Return every record below exactly; leave out the images.
*** Opening of Data records ***
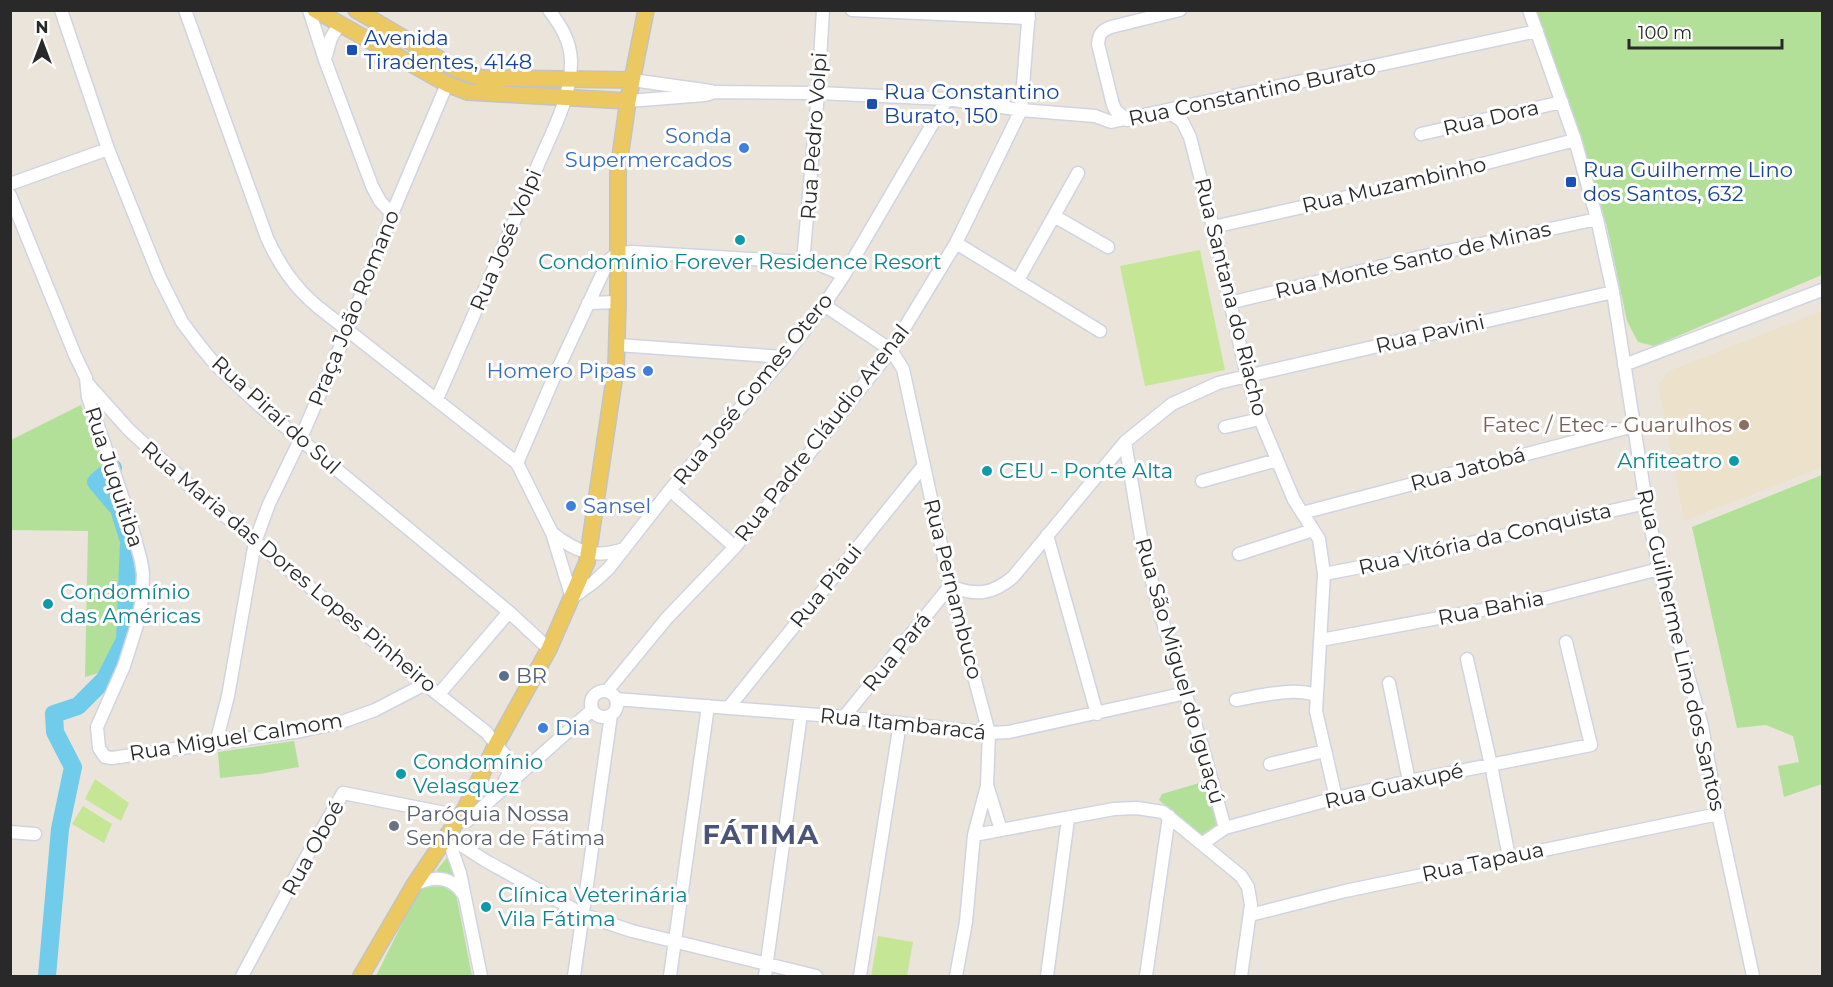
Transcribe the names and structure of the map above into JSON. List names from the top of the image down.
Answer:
{
  "streets": {
    "street": [
      "Rua Constantino Burato",
      "Rua Dora",
      "Rua Pedro Volpi",
      "Rua Muzambinho",
      "Rua José Volpi",
      "Rua Monte Santo de Minas",
      "Rua Santana do Riacho",
      "Praça João Romano",
      "Rua Pavini",
      "Rua José Gomes Otero",
      "Rua Piraí do Sul",
      "Rua Padre Cláudio Arenal",
      "Rua Jatobá",
      "Rua Juquitiba",
      "Rua Vitória da Conquista",
      "Rua Maria das Dores Lopes Pinheiro",
      "Rua Piaui",
      "Rua Pernambuco",
      "Rua Bahia",
      "Rua Guilherme Lino dos Santos",
      "Rua Pará",
      "Rua São Miguel do Iguaçú",
      "Rua Itambaracá",
      "Rua Miguel Calmom",
      "Rua Guaxupé",
      "Rua Oboé",
      "Rua Tapaua"
    ]
  },
  "crossings": [
    ["Rua Constantino Burato", "Rua Pedro Volpi"],
    ["Rua Constantino Burato", "Rua Santana do Riacho"],
    ["Rua Constantino Burato", "Rua José Gomes Otero"],
    ["Rua Constantino Burato", "Rua Padre Cláudio Arenal"],
    ["Rua Constantino Burato", "Rua Guilherme Lino dos Santos"],
    ["Rua Dora", "Rua Guilherme Lino dos Santos"],
    ["Rua Muzambinho", "Rua Santana do Riacho"],
    ["Rua Muzambinho", "Rua Guilherme Lino dos Santos"],
    ["Rua Monte Santo de Minas", "Rua Santana do Riacho"],
    ["Rua Monte Santo de Minas", "Rua Guilherme Lino dos Santos"],
    ["Rua Santana do Riacho", "Rua Pavini"],
    ["Rua Santana do Riacho", "Rua Jatobá"],
    ["Rua Santana do Riacho", "Rua Vitória da Conquista"],
    ["Rua Santana do Riacho", "Rua Bahia"],
    ["Rua Santana do Riacho", "Rua Guaxupé"],
    ["Praça João Romano", "Rua Piraí do Sul"],
    ["Praça João Romano", "Rua Maria das Dores Lopes Pinheiro"],
    ["Praça João Romano", "Rua Miguel Calmom"],
    ["Rua Pavini", "Rua Pernambuco"],
    ["Rua Pavini", "Rua Guilherme Lino dos Santos"],
    ["Rua Pavini", "Rua Pará"],
    ["Rua Pavini", "Rua São Miguel do Iguaçú"],
    ["Rua Padre Cláudio Arenal", "Rua Pernambuco"],
    ["Rua Padre Cláudio Arenal", "Rua Itambaracá"],
    ["Rua Jatobá", "Rua Guilherme Lino dos Santos"],
    ["Rua Juquitiba", "Rua Maria das Dores Lopes Pinheiro"],
    ["Rua Juquitiba", "Rua Miguel Calmom"],
    ["Rua Vitória da Conquista", "Rua Guilherme Lino dos Santos"],
    ["Rua Maria das Dores Lopes Pinheiro", "Rua Miguel Calmom"],
    ["Rua Piaui", "Rua Pernambuco"],
    ["Rua Piaui", "Rua Itambaracá"],
    ["Rua Pernambuco", "Rua Pará"],
    ["Rua Pernambuco", "Rua Itambaracá"],
    ["Rua Bahia", "Rua Guilherme Lino dos Santos"],
    ["Rua Guilherme Lino dos Santos", "Rua Tapaua"],
    ["Rua Pará", "Rua Itambaracá"],
    ["Rua São Miguel do Iguaçú", "Rua Itambaracá"],
    ["Rua São Miguel do Iguaçú", "Rua Guaxupé"]
  ],
  "districts": ["FÁTIMA"],
  "places": {
    "transit": ["Avenida Tiradentes, 4148", "Rua Constantino Burato, 150", "Rua Guilherme Lino dos Santos, 632"],
    "other": [
      "Sonda Supermercados",
      "Condomínio Forever Residence Resort",
      "Homero Pipas",
      "Fatec / Etec - Guarulhos",
      "Anfiteatro",
      "CEU - Ponte Alta",
      "Sansel",
      "Condomínio das Américas",
      "BR",
      "Dia",
      "Condomínio Velasquez",
      "Paróquia Nossa Senhora de Fátima",
      "Clínica Veterinária Vila Fátima"
    ]
  },
  "scale_bar": "100 m",
  "north": "top"
}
*** Close of Data records ***
*Task response:*
Transcribe the names and structure of the map above into JSON. List names from the top of the image down.
Answer:
{
  "streets": {
    "street": [
      "Rua Constantino Burato",
      "Rua Dora",
      "Rua Pedro Volpi",
      "Rua Muzambinho",
      "Rua José Volpi",
      "Rua Monte Santo de Minas",
      "Rua Santana do Riacho",
      "Praça João Romano",
      "Rua Pavini",
      "Rua José Gomes Otero",
      "Rua Piraí do Sul",
      "Rua Padre Cláudio Arenal",
      "Rua Jatobá",
      "Rua Juquitiba",
      "Rua Vitória da Conquista",
      "Rua Maria das Dores Lopes Pinheiro",
      "Rua Piaui",
      "Rua Pernambuco",
      "Rua Bahia",
      "Rua Guilherme Lino dos Santos",
      "Rua Pará",
      "Rua São Miguel do Iguaçú",
      "Rua Itambaracá",
      "Rua Miguel Calmom",
      "Rua Guaxupé",
      "Rua Oboé",
      "Rua Tapaua"
    ]
  },
  "crossings": [
    ["Rua Constantino Burato", "Rua Pedro Volpi"],
    ["Rua Constantino Burato", "Rua Santana do Riacho"],
    ["Rua Constantino Burato", "Rua José Gomes Otero"],
    ["Rua Constantino Burato", "Rua Padre Cláudio Arenal"],
    ["Rua Constantino Burato", "Rua Guilherme Lino dos Santos"],
    ["Rua Dora", "Rua Guilherme Lino dos Santos"],
    ["Rua Muzambinho", "Rua Santana do Riacho"],
    ["Rua Muzambinho", "Rua Guilherme Lino dos Santos"],
    ["Rua Monte Santo de Minas", "Rua Santana do Riacho"],
    ["Rua Monte Santo de Minas", "Rua Guilherme Lino dos Santos"],
    ["Rua Santana do Riacho", "Rua Pavini"],
    ["Rua Santana do Riacho", "Rua Jatobá"],
    ["Rua Santana do Riacho", "Rua Vitória da Conquista"],
    ["Rua Santana do Riacho", "Rua Bahia"],
    ["Rua Santana do Riacho", "Rua Guaxupé"],
    ["Praça João Romano", "Rua Piraí do Sul"],
    ["Praça João Romano", "Rua Maria das Dores Lopes Pinheiro"],
    ["Praça João Romano", "Rua Miguel Calmom"],
    ["Rua Pavini", "Rua Pernambuco"],
    ["Rua Pavini", "Rua Guilherme Lino dos Santos"],
    ["Rua Pavini", "Rua Pará"],
    ["Rua Pavini", "Rua São Miguel do Iguaçú"],
    ["Rua Padre Cláudio Arenal", "Rua Pernambuco"],
    ["Rua Padre Cláudio Arenal", "Rua Itambaracá"],
    ["Rua Jatobá", "Rua Guilherme Lino dos Santos"],
    ["Rua Juquitiba", "Rua Maria das Dores Lopes Pinheiro"],
    ["Rua Juquitiba", "Rua Miguel Calmom"],
    ["Rua Vitória da Conquista", "Rua Guilherme Lino dos Santos"],
    ["Rua Maria das Dores Lopes Pinheiro", "Rua Miguel Calmom"],
    ["Rua Piaui", "Rua Pernambuco"],
    ["Rua Piaui", "Rua Itambaracá"],
    ["Rua Pernambuco", "Rua Pará"],
    ["Rua Pernambuco", "Rua Itambaracá"],
    ["Rua Bahia", "Rua Guilherme Lino dos Santos"],
    ["Rua Guilherme Lino dos Santos", "Rua Tapaua"],
    ["Rua Pará", "Rua Itambaracá"],
    ["Rua São Miguel do Iguaçú", "Rua Itambaracá"],
    ["Rua São Miguel do Iguaçú", "Rua Guaxupé"]
  ],
  "districts": ["FÁTIMA"],
  "places": {
    "transit": ["Avenida Tiradentes, 4148", "Rua Constantino Burato, 150", "Rua Guilherme Lino dos Santos, 632"],
    "other": [
      "Sonda Supermercados",
      "Condomínio Forever Residence Resort",
      "Homero Pipas",
      "Fatec / Etec - Guarulhos",
      "Anfiteatro",
      "CEU - Ponte Alta",
      "Sansel",
      "Condomínio das Américas",
      "BR",
      "Dia",
      "Condomínio Velasquez",
      "Paróquia Nossa Senhora de Fátima",
      "Clínica Veterinária Vila Fátima"
    ]
  },
  "scale_bar": "100 m",
  "north": "top"
}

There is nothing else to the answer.